First, you’ll need to purchase all of the equipment that you will need to do everything in house. Typically you will need:
- A computer or laptop (you probably already have this)
- Software: You can probably get by with MS Word or Google Docs, but usually I see more layout oriented programs like Adobe Indesign used for creating menus. They tend to be a bit smarter about organizing the words on the page.
- A really good laser printer: You’re going to want to invest in a decent printer unless you want to spend a few hours doing this before every menu change. Make sure your new printer supports different paper sizes (and thicknesses, if you’re going for a thicker card style of paper.) Don’t forget to do the math on the cost of the toner as well.
2) Send to a Printer
Looking for something special, like a laminated menu or something printed on paper your printer can’t handle? Or maybe you just don’t want to deal with it. Fair enough! There are lots of options out there for getting your menus printed. This will almost certainly be more expensive on a per-menu basis than printing in-house, but the menus may last longer – so if you don’t update your menu frequently this is a good way to go.
- Local Print Shops:
Once again, it’s not a bad idea to ask around.
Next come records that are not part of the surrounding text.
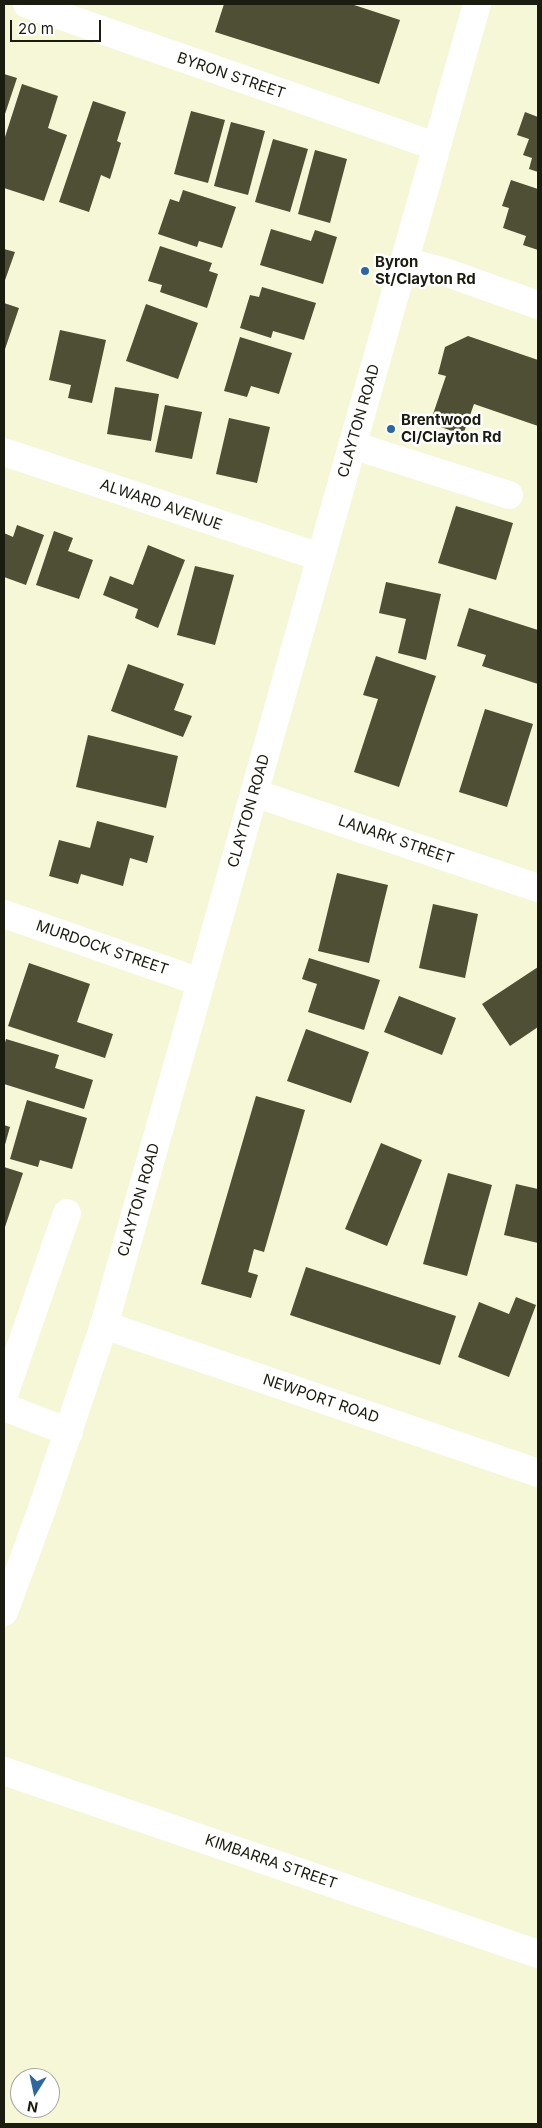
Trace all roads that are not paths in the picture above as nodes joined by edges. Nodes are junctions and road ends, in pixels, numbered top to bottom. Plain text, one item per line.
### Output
1 (27, 4) edge
2 (477, 4) edge
3 (435, 146) junction
4 (404, 261) junction
5 (538, 304) edge
6 (352, 445) junction
7 (4, 452) edge
8 (509, 495) dead end
9 (320, 557) junction
10 (254, 792) junction
11 (538, 888) edge
12 (4, 914) edge
13 (200, 982) junction
14 (67, 1213) dead end
15 (104, 1325) junction
16 (4, 1395) edge
17 (4, 1407) edge
18 (69, 1432) junction
19 (538, 1473) edge
20 (4, 1612) edge
21 (4, 1771) edge
22 (538, 1954) edge

1 - 3 street, BYRON STREET
2 - 3 street, CLAYTON ROAD
3 - 4 street, CLAYTON ROAD
4 - 5 street
4 - 6 street, CLAYTON ROAD
6 - 8 street
6 - 9 street, CLAYTON ROAD
7 - 9 street, ALWARD AVENUE
9 - 10 street, CLAYTON ROAD
10 - 11 street, LANARK STREET
10 - 13 street, CLAYTON ROAD
12 - 13 street, MURDOCK STREET
13 - 15 street, CLAYTON ROAD
14 - 16 street
15 - 18 street, CLAYTON ROAD
15 - 19 street, NEWPORT ROAD
17 - 18 street
18 - 20 street, CLAYTON ROAD
21 - 22 street, KIMBARRA STREET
If a local print shop works with other restaurants in the area then they will probably be familiar with printing menus. That may be a good way to go. Depending where you are going local may save you money (no shipping cost) or cost you more (if it’s an expensive place to do busines.)
- Online Printing
There are lots of options out there – just Google “menu printing”. This is a great option especially if you’re ordering a large quantity at once, as the per-item cost drops a lot as you increase quantity. You will also need to factor in a shipping cost.
3) Think Partnerships
Last but definitely not least, consider partnering with one of your spirits distributors to see if they offer menu printing support to their customers. I’ve seen distributors to pay for menu design and menu presenters in exchange for product placement.
IMPORTANT: Check with a local lawyer to ensure everything is completely legal, transparent and above board on this.
The details of the agreement will differ, so you’ll probably need to negotiate the specifics. But it’s definitely something worth investigating if you have room for a few menu placements and if these types of partnerships are allowed where you operate.
Bonus: Think outside the paper Menu
One more thought: Do you really need a printed cocktail menu? For some bars it may be more trouble than it’s worth. A digital menu (shown on TV’s above the bar), a chalkboard menu, or even a menu written on mirrors on the backbar can all be great options – and give you a huge amount of flexibility to adapt and change things on the fly.
How do you get your menus printed, or do you just write it on the wall? Let us know how you chose what’d work for your bar!